● **WORK TO COMPLETE**
Write out the entries below once more, exactly, with the pictures left out.

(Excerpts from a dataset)

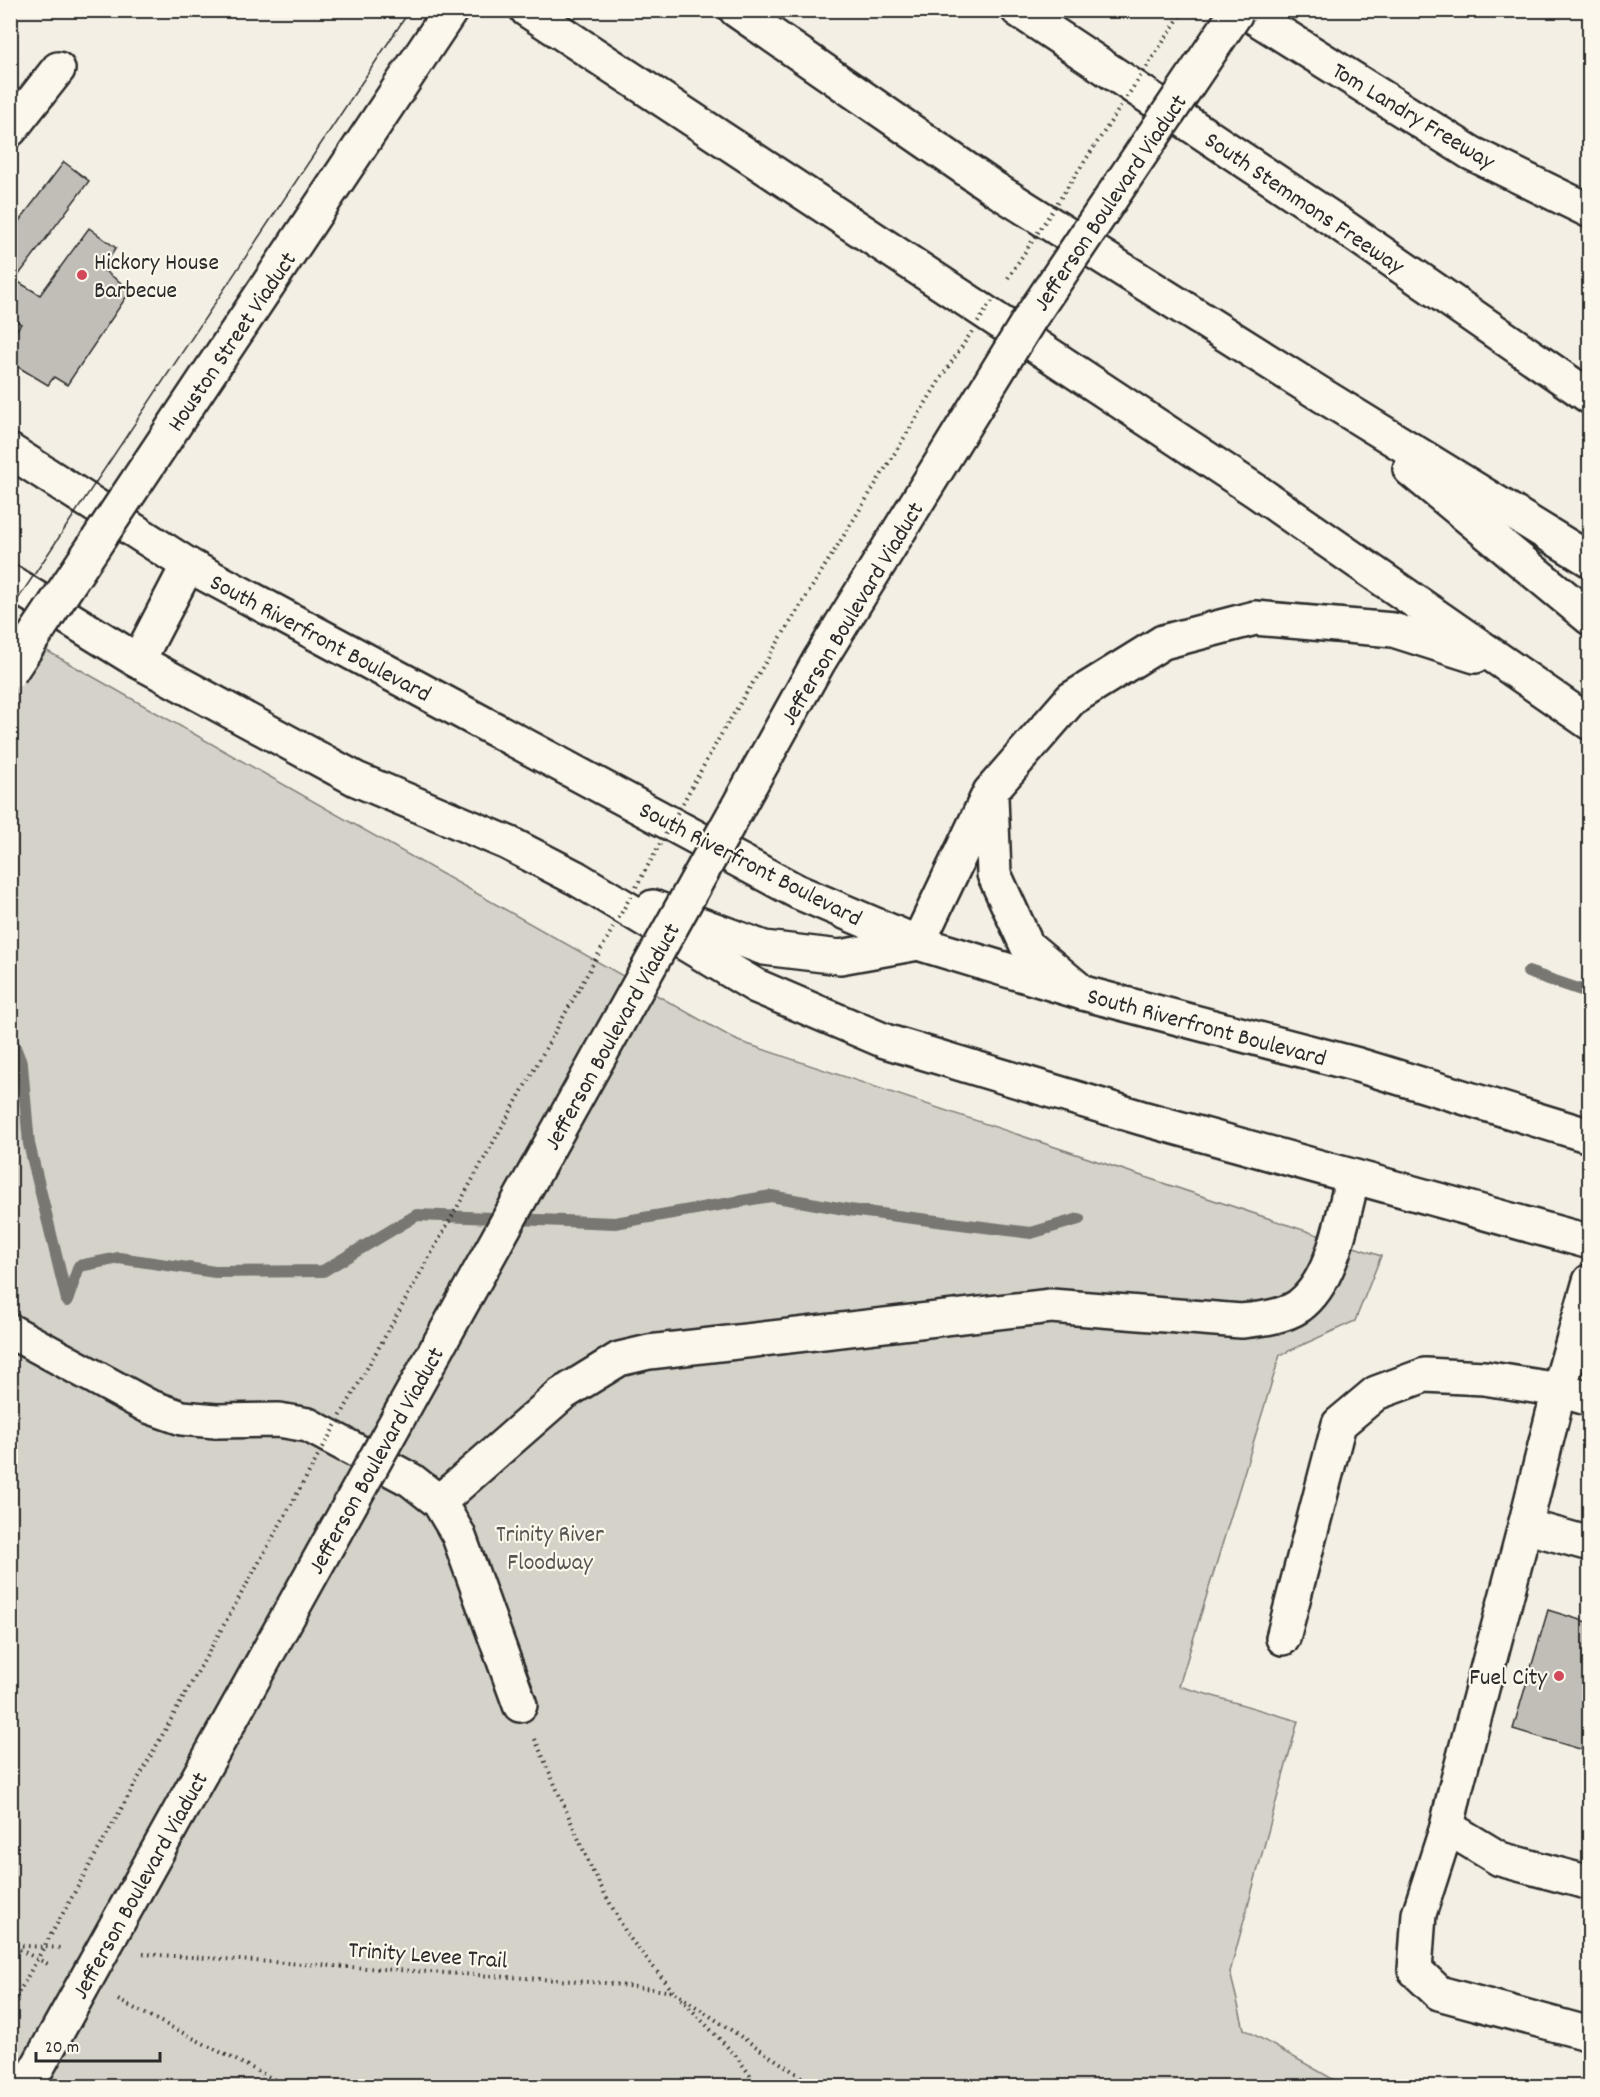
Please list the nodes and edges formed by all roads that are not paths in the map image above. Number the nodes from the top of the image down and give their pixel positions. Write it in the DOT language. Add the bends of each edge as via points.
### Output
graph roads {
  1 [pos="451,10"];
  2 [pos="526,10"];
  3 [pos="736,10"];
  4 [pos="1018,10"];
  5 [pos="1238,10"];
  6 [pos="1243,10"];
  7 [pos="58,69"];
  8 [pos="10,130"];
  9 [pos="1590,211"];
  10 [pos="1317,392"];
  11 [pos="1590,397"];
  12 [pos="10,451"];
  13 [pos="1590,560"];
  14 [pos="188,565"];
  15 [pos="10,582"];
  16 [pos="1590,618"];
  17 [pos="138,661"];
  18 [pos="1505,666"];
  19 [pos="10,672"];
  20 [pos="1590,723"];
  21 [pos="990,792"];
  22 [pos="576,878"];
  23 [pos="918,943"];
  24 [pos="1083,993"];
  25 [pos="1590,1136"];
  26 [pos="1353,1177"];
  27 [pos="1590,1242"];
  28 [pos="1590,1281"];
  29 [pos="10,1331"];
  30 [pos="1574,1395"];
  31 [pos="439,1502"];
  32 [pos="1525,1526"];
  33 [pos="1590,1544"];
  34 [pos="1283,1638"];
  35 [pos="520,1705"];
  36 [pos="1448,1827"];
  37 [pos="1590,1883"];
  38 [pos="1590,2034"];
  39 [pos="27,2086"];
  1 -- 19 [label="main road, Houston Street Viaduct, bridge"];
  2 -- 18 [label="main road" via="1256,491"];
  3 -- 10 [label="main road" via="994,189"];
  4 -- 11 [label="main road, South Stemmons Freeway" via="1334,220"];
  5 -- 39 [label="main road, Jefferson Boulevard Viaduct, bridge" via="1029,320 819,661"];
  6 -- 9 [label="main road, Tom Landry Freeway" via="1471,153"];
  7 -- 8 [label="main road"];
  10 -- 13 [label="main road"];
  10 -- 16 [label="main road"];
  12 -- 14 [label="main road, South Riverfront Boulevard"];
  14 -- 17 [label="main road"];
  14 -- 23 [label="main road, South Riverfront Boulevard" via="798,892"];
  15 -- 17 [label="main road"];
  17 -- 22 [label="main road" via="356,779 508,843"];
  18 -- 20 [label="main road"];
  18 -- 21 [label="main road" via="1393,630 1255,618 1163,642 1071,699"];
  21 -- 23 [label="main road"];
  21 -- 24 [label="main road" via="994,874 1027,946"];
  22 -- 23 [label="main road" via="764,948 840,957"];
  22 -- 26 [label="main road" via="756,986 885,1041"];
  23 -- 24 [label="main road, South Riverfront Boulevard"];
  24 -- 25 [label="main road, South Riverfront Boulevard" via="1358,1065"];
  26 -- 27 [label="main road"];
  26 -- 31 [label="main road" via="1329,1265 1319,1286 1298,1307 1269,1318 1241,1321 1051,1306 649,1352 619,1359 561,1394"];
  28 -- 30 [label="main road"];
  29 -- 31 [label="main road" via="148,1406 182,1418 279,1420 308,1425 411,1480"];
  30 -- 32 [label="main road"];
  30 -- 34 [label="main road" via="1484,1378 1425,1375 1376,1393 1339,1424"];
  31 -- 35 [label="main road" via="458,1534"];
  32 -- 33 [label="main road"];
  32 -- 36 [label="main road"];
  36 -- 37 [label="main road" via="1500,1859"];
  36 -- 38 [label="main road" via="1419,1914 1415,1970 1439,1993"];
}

● **SOLUTION TO THE PROBLEM**
Please list the nodes and edges formed by all roads that are not paths in the map image above. Number the nodes from the top of the image down and give their pixel positions. Write it in the DOT language. Add the bends of each edge as via points.
### Output
graph roads {
  1 [pos="451,10"];
  2 [pos="526,10"];
  3 [pos="736,10"];
  4 [pos="1018,10"];
  5 [pos="1238,10"];
  6 [pos="1243,10"];
  7 [pos="58,69"];
  8 [pos="10,130"];
  9 [pos="1590,211"];
  10 [pos="1317,392"];
  11 [pos="1590,397"];
  12 [pos="10,451"];
  13 [pos="1590,560"];
  14 [pos="188,565"];
  15 [pos="10,582"];
  16 [pos="1590,618"];
  17 [pos="138,661"];
  18 [pos="1505,666"];
  19 [pos="10,672"];
  20 [pos="1590,723"];
  21 [pos="990,792"];
  22 [pos="576,878"];
  23 [pos="918,943"];
  24 [pos="1083,993"];
  25 [pos="1590,1136"];
  26 [pos="1353,1177"];
  27 [pos="1590,1242"];
  28 [pos="1590,1281"];
  29 [pos="10,1331"];
  30 [pos="1574,1395"];
  31 [pos="439,1502"];
  32 [pos="1525,1526"];
  33 [pos="1590,1544"];
  34 [pos="1283,1638"];
  35 [pos="520,1705"];
  36 [pos="1448,1827"];
  37 [pos="1590,1883"];
  38 [pos="1590,2034"];
  39 [pos="27,2086"];
  1 -- 19 [label="main road, Houston Street Viaduct, bridge"];
  2 -- 18 [label="main road" via="1256,491"];
  3 -- 10 [label="main road" via="994,189"];
  4 -- 11 [label="main road, South Stemmons Freeway" via="1334,220"];
  5 -- 39 [label="main road, Jefferson Boulevard Viaduct, bridge" via="1029,320 819,661"];
  6 -- 9 [label="main road, Tom Landry Freeway" via="1471,153"];
  7 -- 8 [label="main road"];
  10 -- 13 [label="main road"];
  10 -- 16 [label="main road"];
  12 -- 14 [label="main road, South Riverfront Boulevard"];
  14 -- 17 [label="main road"];
  14 -- 23 [label="main road, South Riverfront Boulevard" via="798,892"];
  15 -- 17 [label="main road"];
  17 -- 22 [label="main road" via="356,779 508,843"];
  18 -- 20 [label="main road"];
  18 -- 21 [label="main road" via="1393,630 1255,618 1163,642 1071,699"];
  21 -- 23 [label="main road"];
  21 -- 24 [label="main road" via="994,874 1027,946"];
  22 -- 23 [label="main road" via="764,948 840,957"];
  22 -- 26 [label="main road" via="756,986 885,1041"];
  23 -- 24 [label="main road, South Riverfront Boulevard"];
  24 -- 25 [label="main road, South Riverfront Boulevard" via="1358,1065"];
  26 -- 27 [label="main road"];
  26 -- 31 [label="main road" via="1329,1265 1319,1286 1298,1307 1269,1318 1241,1321 1051,1306 649,1352 619,1359 561,1394"];
  28 -- 30 [label="main road"];
  29 -- 31 [label="main road" via="148,1406 182,1418 279,1420 308,1425 411,1480"];
  30 -- 32 [label="main road"];
  30 -- 34 [label="main road" via="1484,1378 1425,1375 1376,1393 1339,1424"];
  31 -- 35 [label="main road" via="458,1534"];
  32 -- 33 [label="main road"];
  32 -- 36 [label="main road"];
  36 -- 37 [label="main road" via="1500,1859"];
  36 -- 38 [label="main road" via="1419,1914 1415,1970 1439,1993"];
}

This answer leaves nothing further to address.